Je vais y arriver

 

                                                                                                                   ©François Chotard


Lisa Diaz

réalisatrice

« Je vais y arriver »


Ce n’est pas seulement son père, cinéphile et grand collectionneur de K7 VHS, qui pousse Lisa Diaz à s’orienter vers le cinéma, mais de bonnes rencontres qu’elle a su saisir et des risques qu’elle a su prendre.

Première bonne rencontre : lorsqu’elle a quatre ans, son père qui avait quitté Paris pour l’Ardèche après les événements de mai 68 décide, avec une bande d’amis, de faire un film fou qui n’a jamais été monté. Dans ce film, une voiture 2 cv descendait la montagne et était embarquée sur un radeau sur une rivière. Elle se souvient de cette expérience comme d’un mythe inaccompli, un moment de joie, de fête entre copains qui « fabriquent ensemble » quelque chose d’irréalisable. Tous en rient encore trente ans plus tard, continuant d’espérer que son père finisse un jour son projet.

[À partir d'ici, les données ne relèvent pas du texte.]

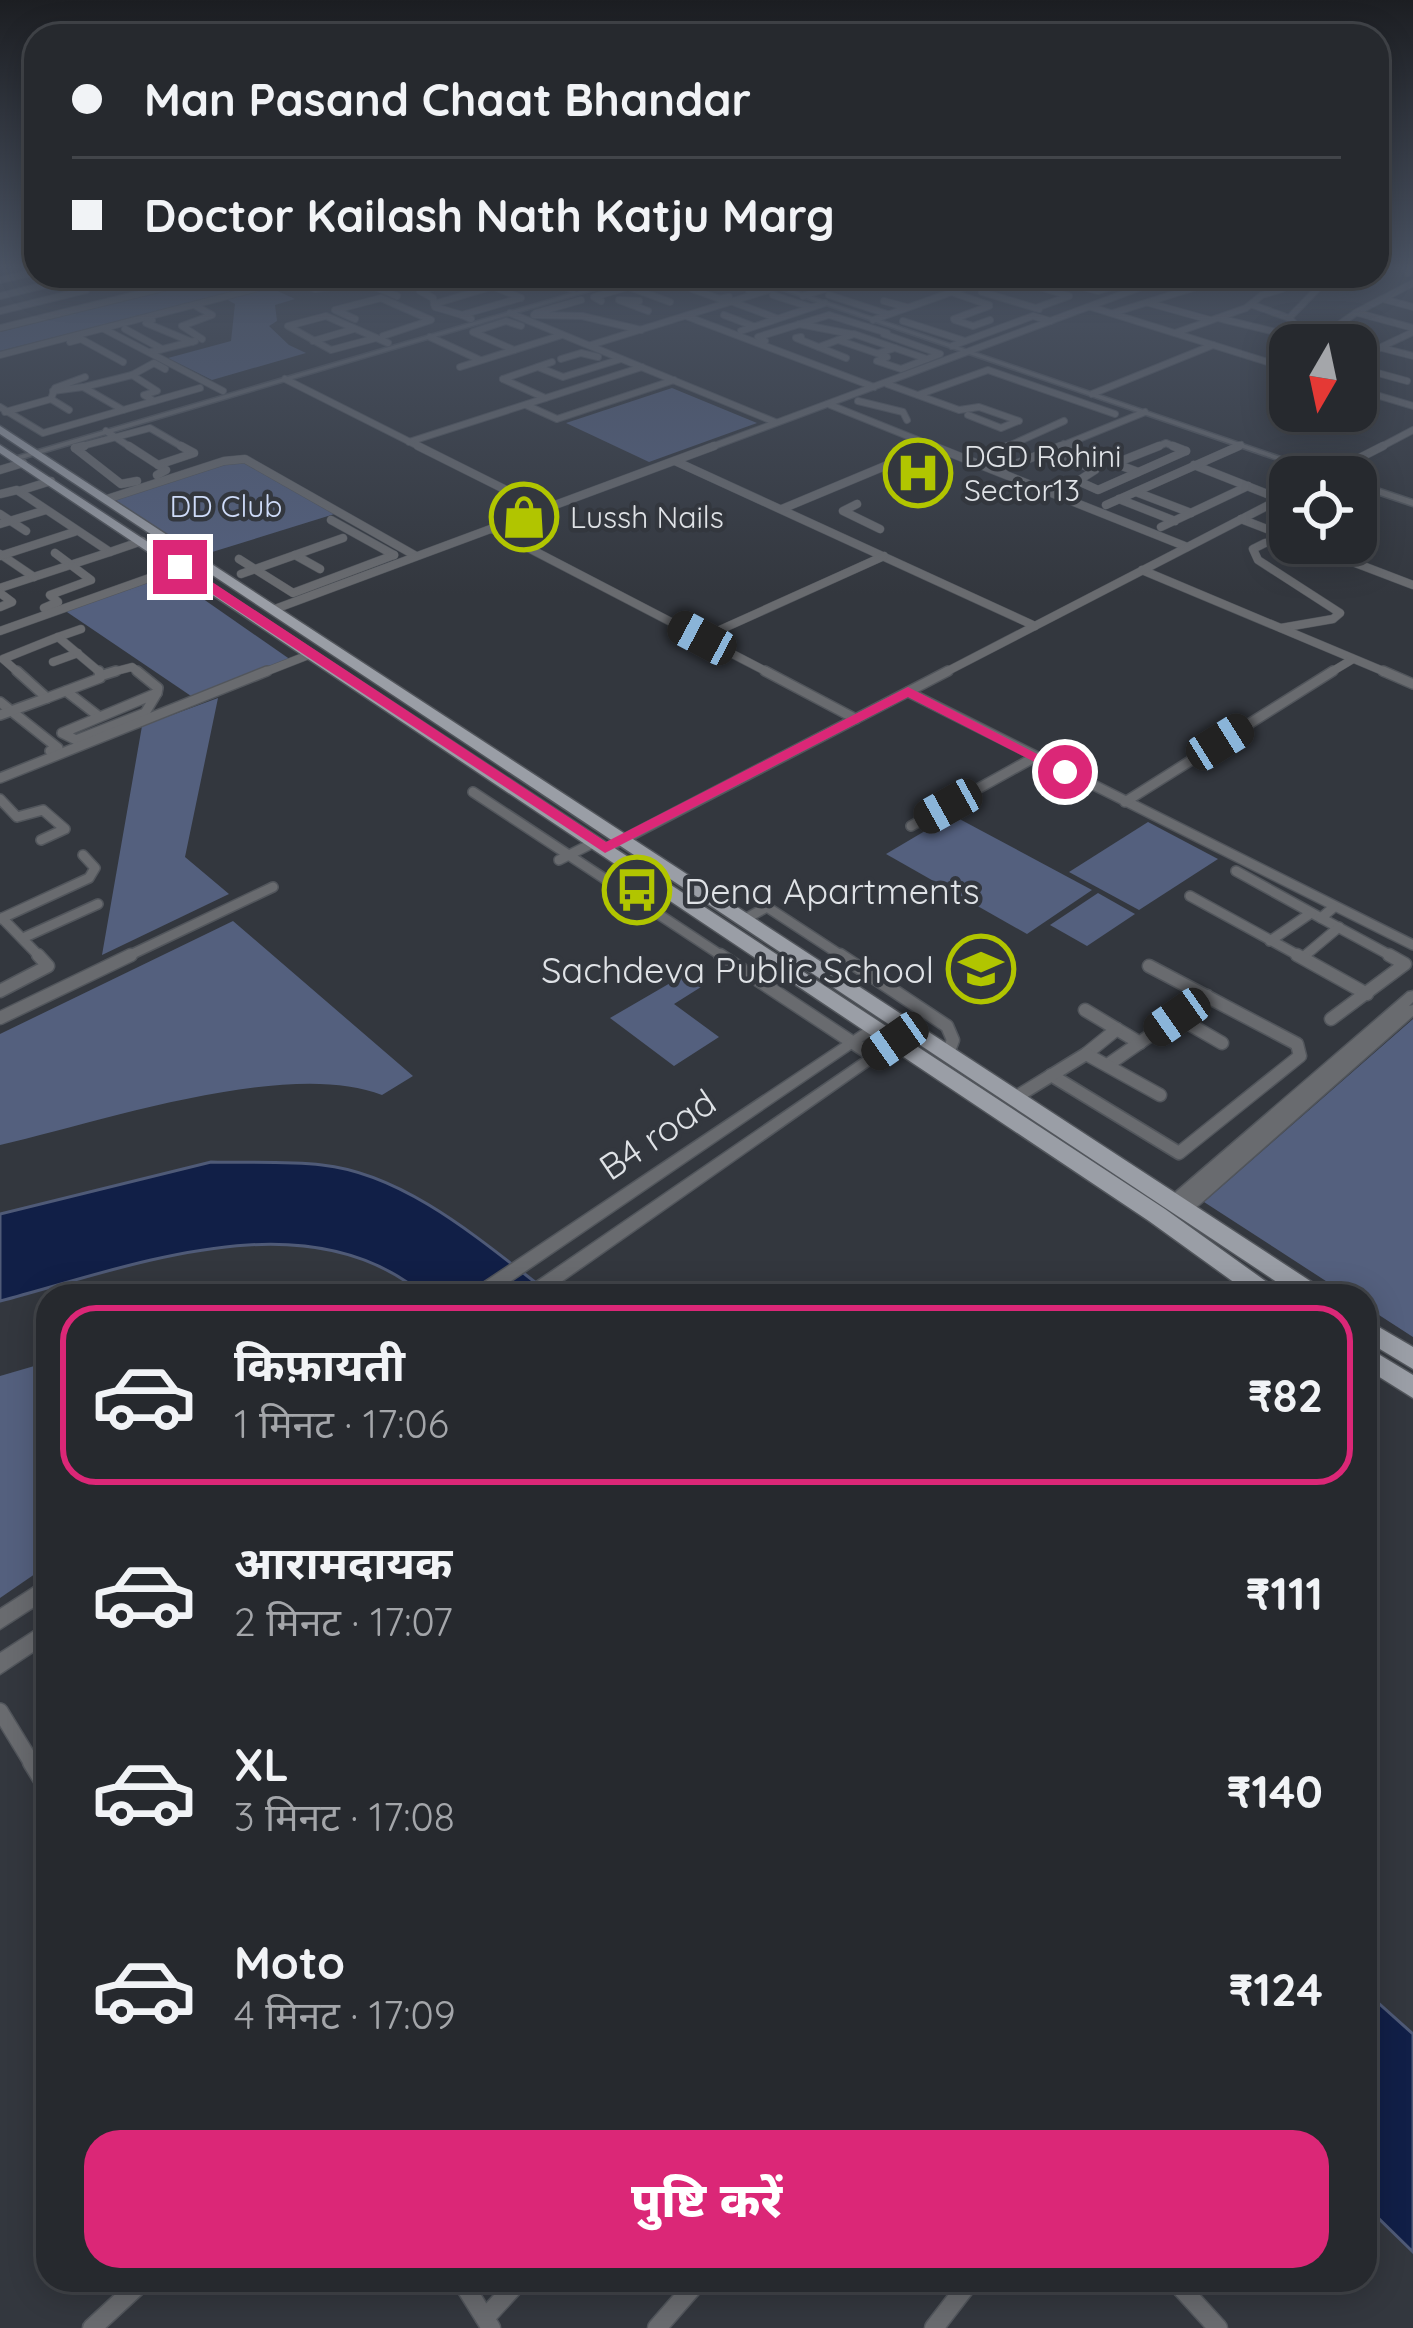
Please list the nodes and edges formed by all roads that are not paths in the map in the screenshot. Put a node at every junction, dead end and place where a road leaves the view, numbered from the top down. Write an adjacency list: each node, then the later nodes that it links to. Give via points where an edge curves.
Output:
1 (121, 377): 21 (street)
2 (135, 377): 37 (street, via 157,391 145,395)
3 (179, 377): 37 (street, via 200,388)
4 (195, 377): 27 (street)
5 (267, 377): 27 (street)
6 (292, 377): 18 (street)
7 (507, 377): 32 (street)
8 (620, 377): 32 (street)
9 (649, 377): 23 (street)
10 (661, 377): 19 (street)
11 (847, 377): 25 (street)
12 (903, 377): 22 (street)
13 (968, 377): 28 (street)
14 (1007, 377): 44 (street)
15 (1040, 377): 29 (street)
16 (1135, 377): 29 (street)
17 (1392, 377): 20 (street)
18 (284, 379): 52 (street); 54 (street)
19 (674, 380): 23 (street); 49 (street)
20 (1411, 381)
21 (84, 382): 30 (street); 41 (street)
22 (886, 383): 25 (street); 28 (street)
23 (661, 384): 26 (street)
24 (633, 385): 26 (street)
25 (874, 387): 35 (street)
26 (644, 390): 42 (street)
27 (223, 391): 37 (street)
28 (917, 394): 50 (street, via 1019,421)
29 (1092, 394): 38 (street)
30 (52, 395): 40 (street); 46 (street)
31 (1377, 395): 34 (street)
32 (544, 398): 36 (street)
33 (858, 401): 47 (street, via 903,412)
34 (1413, 402)
35 (828, 404): 49 (street); 57 (street)
36 (524, 405): 42 (street, via 554,419); 54 (street)
37 (152, 406): 41 (street); 62 (street)
38 (1131, 407): 43 (street); 44 (street)
39 (569, 408): 42 (street)
40 (69, 410)
41 (123, 410): 46 (street, via 43,433)
42 (579, 412)
43 (1144, 412): 55 (street); 56 (street)
44 (1114, 414): 58 (street)
45 (968, 415): 50 (street)
46 (1, 416): 62 (main road)
47 (907, 420)
48 (1064, 421): 53 (street)
49 (775, 422): 63 (street)
50 (1001, 428): 53 (street, via 994,435)
51 (1413, 430): 60 (street)
52 (111, 434): 62 (street); 65 (street); 65 (street, via 150,428 194,453); 65 (street, via 74,449 125,485 166,471)
53 (1020, 441): 58 (street); 61 (street)
54 (409, 442): 84 (street)
55 (1064, 444): 58 (street); 64 (street)
56 (1241, 445): 59 (street); 66 (street)
57 (933, 446): 67 (street); 85 (street)
58 (1044, 449): 67 (street); 68 (street, via 1095,470 1078,481 1098,490)
59 (1272, 456)
60 (1365, 456)
61 (983, 457)
62 (15, 458): 71 (main road); 78 (main road)
63 (675, 460): 84 (street); 85 (street)
64 (1116, 463): 68 (street); 68 (street, via 1166,443 1186,451)
65 (158, 465)
66 (1194, 465): 70 (street); 72 (street)
67 (995, 470): 103 (street)
68 (1138, 472)
69 (1152, 472): 70 (street)
70 (1167, 478): 74 (street)
71 (51, 481): 73 (street); 101 (main road)
72 (1248, 486): 76 (street); 87 (street)
73 (19, 491): 77 (street); 86 (street)
74 (1136, 491): 79 (street); 87 (street)
75 (1377, 491): 80 (street)
76 (1269, 492)
77 (0, 494)
78 (107, 499): 108 (street, via 245,458); 110 (main road)
79 (1119, 499): 83 (street); 92 (street)
80 (1413, 503)
81 (1269, 504): 89 (street)
82 (856, 505): 96 (street, via 843,511)
83 (1106, 505)
84 (544, 509): 95 (street)
85 (782, 509): 109 (street)
86 (46, 510): 91 (street); 99 (street)
87 (1191, 513): 92 (street)
88 (0, 514): 91 (street)
89 (1240, 519): 97 (street); 103 (street)
90 (331, 520): 115 (street, via 394,555 293,593)
91 (11, 521): 93 (street); 98 (street)
92 (1175, 521): 94 (street)
93 (0, 524)
94 (1161, 527)
95 (492, 529): 108 (street); 129 (street)
96 (880, 529)
97 (1269, 530)
98 (26, 531)
99 (74, 532): 104 (street); 106 (street)
100 (343, 538): 107 (street)
101 (142, 542): 104 (street); 114 (main road)
102 (1265, 543): 125 (street, via 1253,549 1258,560 1340,613)
103 (1187, 547): 117 (street)
104 (110, 552): 113 (street)
105 (55, 553): 113 (street)
106 (1, 555): 119 (street)
107 (296, 555): 115 (street); 116 (street)
108 (416, 556): 123 (street)
109 (884, 556): 124 (street); 129 (street)
110 (200, 560): 114 (street); 123 (main road)
111 (239, 560): 115 (street)
112 (1358, 564): 120 (street)
113 (73, 565): 119 (street); 126 (street, via 91,580)
114 (180, 567): 126 (street); 132 (main road)
115 (255, 569): 118 (street)
116 (320, 569)
117 (1142, 570): 124 (street); 125 (street)
118 (241, 574)
119 (34, 577): 121 (street)
120 (1413, 585)
121 (0, 591): 122 (street, via 12,603)
122 (0, 607)
123 (275, 610): 151 (main road)
124 (1036, 626): 138 (street)
125 (1280, 628): 133 (street)
126 (0, 629): 130 (street)
127 (81, 629): 128 (street)
128 (58, 638): 130 (street); 131 (street)
129 (702, 638): 144 (street)
130 (22, 650): 140 (street, via 3,662)
131 (78, 653): 134 (street); 135 (street)
132 (311, 654): 146 (street); 147 (main road)
133 (1353, 658): 136 (street); 149 (street)
134 (53, 662)
135 (103, 675): 137 (street); 139 (street, via 132,667)
136 (1413, 684)
137 (66, 691): 140 (street); 143 (street)
138 (908, 692): 144 (street); 145 (street)
139 (157, 693): 143 (street); 143 (street, via 145,713 76,740 62,734)
140 (47, 698): 142 (street)
141 (0, 702): 142 (street)
142 (6, 713): 146 (street, via 58,748)
143 (98, 715)
144 (856, 719): 151 (street)
145 (1035, 757): 149 (street); 150 (street)
146 (2, 769)
147 (500, 778): 153 (main road); 155 (street, via 472,792)
148 (0, 799): 152 (street, via 17,817 43,810 65,829)
149 (1125, 802): 160 (street)
150 (911, 826)
151 (624, 839): 153 (street); 190 (main road)
152 (41, 840)
153 (600, 845): 155 (street); 179 (main road)
154 (83, 855): 157 (street, via 95,868)
155 (565, 858): 181 (street)
156 (1236, 872): 161 (street)
157 (82, 884): 162 (street); 164 (street, via 97,909)
158 (272, 887): 175 (street)
159 (1190, 896): 165 (street)
160 (1334, 907): 161 (street); 166 (street)
161 (1316, 915): 163 (street); 165 (street)
162 (1, 919): 164 (street)
163 (1339, 928): 167 (street); 170 (street, via 1405,964)
164 (22, 938): 169 (street, via 48,966)
165 (1270, 941): 167 (street)
166 (1413, 945)
167 (1302, 958): 170 (street)
168 (1149, 967): 172 (street)
169 (0, 993): 175 (street)
170 (1366, 994): 178 (street)
171 (1413, 995): 191 (street)
172 (1207, 996): 176 (street); 188 (street, via 1301,1050 1179,1153)
173 (1413, 1009): 191 (street)
174 (1084, 1010): 180 (street)
175 (15, 1011): 177 (street)
176 (1177, 1017): 183 (street); 184 (street)
177 (0, 1018)
178 (1331, 1019)
179 (874, 1027): 181 (street, B4 road); 182 (main road)
180 (1117, 1029): 183 (street); 185 (street)
181 (853, 1041): 186 (street); 192 (street, B4 road)
182 (895, 1041): 186 (street, B4 road); 194 (main road)
183 (1140, 1043): 187 (street)
184 (1222, 1043)
185 (1086, 1054): 187 (street); 188 (street)
186 (873, 1056): 193 (street, B4 road)
187 (1109, 1064): 189 (street)
188 (1051, 1075): 190 (street)
189 (1160, 1095)
190 (1016, 1097): 191 (main road)
191 (1180, 1204): 195 (main road)
192 (495, 1284)
193 (546, 1284)
194 (1252, 1284)
195 (1298, 1284)
196 (1377, 1336): 197 (main road)
197 (1413, 1359)
198 (1377, 1364): 199 (main road)
199 (1413, 1388)
200 (36, 1596): 201 (street)
201 (0, 1620)
202 (36, 1640): 203 (street)
203 (0, 1665)
204 (0, 1711): 205 (street)
205 (36, 1769)
206 (131, 2292): 214 (street)
207 (469, 2292): 212 (street)
208 (511, 2292): 212 (street)
209 (688, 2292): 215 (street)
210 (962, 2292): 213 (street)
211 (1185, 2292): 216 (street)
212 (488, 2323)
213 (937, 2327)
214 (92, 2328)
215 (658, 2328)
216 (1218, 2328)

 Puis enfant et adolescente, accompagnée par ses parents qui « la nourrissent artistiquement » c’est la découverte  du cinéma de Fellini et d’Antonioni, et de nombreux autres cinéastes présents dans la vidéothèque parentale. Elle se souvient de sa terreur devant Le Bal des vampires, de son émerveillement au théâtre et lors des spectacles vivants. Elle est  captée par la mise en scène et le son, happée par le jeu des acteurs. Dans sa solitude ardéchoise heureuse et libre, elle lit, elle écrit des nouvelles, une BD, un  roman. Elle met en scène Les Contes du chat perché qui seront filmés par un ami de son père.

Deuxième bonne rencontre : « Une prof géniale» de latin grec l’initie à la culture gréco romaine à tel point qu’elle prépare l’Ecole des Chartes. Elle découvre Rome lors d’un séjour Erasmus quelques années plus tard. Elle est subjuguée par la ville où flottent un  esprit de liberté, une ambiance de fête avec des étudiants venus de toute l’Europe. Enfin, la très bonne élève exigeante et stressée peut mener une vie libre, ouverte à tous les espoirs. Elle redécouvre le cinéma italien et se pose la question « qu’est-ce que je veux faire de moi ? » Avec des parents qui lui demandent d’assurer un niveau de diplôme Bac +5, elle ne s’était jamais autorisée à envisager une carrière artistique. C’est ainsi qu’après une réussite au CAPES de lettres classiques, elle rate le concours de la Fémis.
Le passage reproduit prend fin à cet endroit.